Why the violence?
Violence isn’t new to the wave of Tunisian flu that is sweeping through the Arab world, but it seems to be getting worse, hitting Bahrain, Libya and Yemen during more or less the past 24 hours.
Why?
The short answer: this is the regime response to seeing the presidents of Tunisia and Egypt taken down. While some accounts are not clear, it is certain that the violence in Bahrain this morning was initiated by the police, who attacked a peaceful (and mostly sleeping) encampment in Pearl Square unprovoked. Police and allied thugs seem to have been initiating violence in Yemen as well. The accounts of events in Libya are sketchy, but I would bet that there too the police are rioting. Kings and presidents are concluding that Ben Ali’s mistake was to flee without a fight and Mubarak’s was to step down without cracking down.

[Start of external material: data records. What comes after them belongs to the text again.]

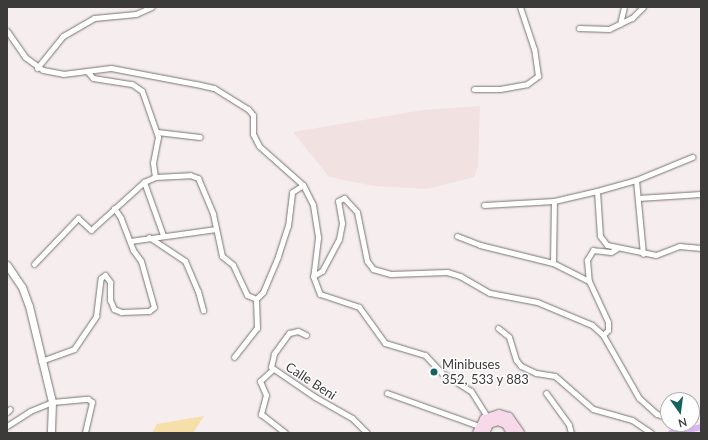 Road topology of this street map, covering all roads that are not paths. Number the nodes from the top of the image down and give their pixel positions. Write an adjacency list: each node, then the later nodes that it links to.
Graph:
1 (152, 7): 8 (street)
2 (520, 7): 10 (street)
3 (624, 7): 5 (street)
4 (643, 7): 5 (street)
5 (620, 24): 6 (street)
6 (579, 28)
7 (7, 31): 8 (street)
8 (37, 68): 9 (street)
9 (87, 71): 11 (street); 17 (street)
10 (474, 89)
11 (157, 132): 12 (street); 14 (street)
12 (200, 137)
13 (692, 157): 15 (street)
14 (156, 177): 16 (street); 24 (street)
15 (636, 180): 18 (street); 20 (street)
16 (144, 182): 23 (street); 25 (street)
17 (303, 185): 35 (street); 37 (street)
18 (597, 191): 21 (street); 30 (street)
19 (701, 194): 20 (street)
20 (638, 198): 31 (street)
21 (554, 201): 22 (street); 32 (street)
22 (484, 205)
23 (114, 208): 28 (street); 33 (street)
24 (216, 229): 25 (street); 37 (street)
25 (163, 235): 27 (street)
26 (457, 236): 32 (street)
27 (149, 237): 28 (street); 38 (street)
28 (130, 241): 43 (street)
29 (701, 248): 31 (street)
30 (616, 249): 31 (street); 36 (street)
31 (643, 254)
32 (553, 263): 36 (street)
33 (34, 264)
34 (7, 265): 43 (street)
35 (313, 276): 41 (street); 49 (street)
36 (589, 281): 41 (street)
37 (256, 299): 42 (street)
38 (203, 310)
39 (498, 328): 60 (street)
40 (306, 335): 44 (street, Calle Beni)
41 (603, 335): 48 (street)
42 (234, 356)
43 (42, 361): 47 (street)
44 (273, 369): 54 (street); 55 (street, Calle Beni)
45 (387, 392): 51 (street)
46 (546, 393): 59 (street)
47 (52, 402): 50 (street); 52 (street); 53 (street)
48 (660, 415)
49 (489, 419): 51 (main road); 56 (main road); 57 (main road); 58 (main road)
50 (7, 426)
51 (478, 429)
52 (51, 433)
53 (85, 433)
54 (285, 433)
55 (367, 433)
56 (485, 433)
57 (511, 433)
58 (520, 433)
59 (571, 433)
60 (651, 433)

How should peaceful protesters deal with this development? They are unlikely to beat the police and thugs in a street fight. What they need to do is mass greater numbers, stay particularly attentive at night, befriend the security forces, beef up their connectedness to foreign and domestic journalists, and make sure their own cadres include people from across the social, ethnic, sectarian and other divides. If they can’t do these things, they need to stay away from confrontation until they can.
You can also hope that the Americans will be telling the regimes in Sanaa and Manama that crackdowns of the sort they are pursuing are counterproductive and likely to spawn more violence. But I doubt Washington has all that much sway in either place at the moment, and they surely don’t want one of those regimes to fall without a safety net in place.
President Saleh is no doubt declaring himself indispensable to the war on Al Qaeda, but there really isn’t much time before the “use by” date on that bag of potatoes. One way or another, he is finished within the next few years (if not the next few months). Time to get some sort of safety net in place, preferably a more democratic one with some prospect of holding north and south together by sharing power between them.
Qadhafi is of no concern in Washington–they would just as soon he take his tent to the desert.
But the Khalifa monarchy in Bahrain is a real dilemma for the Americans. You know: 5th fleet vs. the possibility of a Shia (some presume Iranian-dominated) regime. But the question for the Americans (and for the regime) is whether the kind of police riot the monarchy indulged in this morning will make things better or worse. My bet is worse, maybe much worse if it turns what has been a mild-mannered expression of dissent into a sectarian war that the Sunnis are likely to lose. It is not enough for the monarchy to have allowed municipal and legislative elections last fall. And the 5th fleet is more in danger from getting behind the curve than getting out in front of it. Mr. Obama needs to remember what he said about universal rights–they won’t stop at Manama.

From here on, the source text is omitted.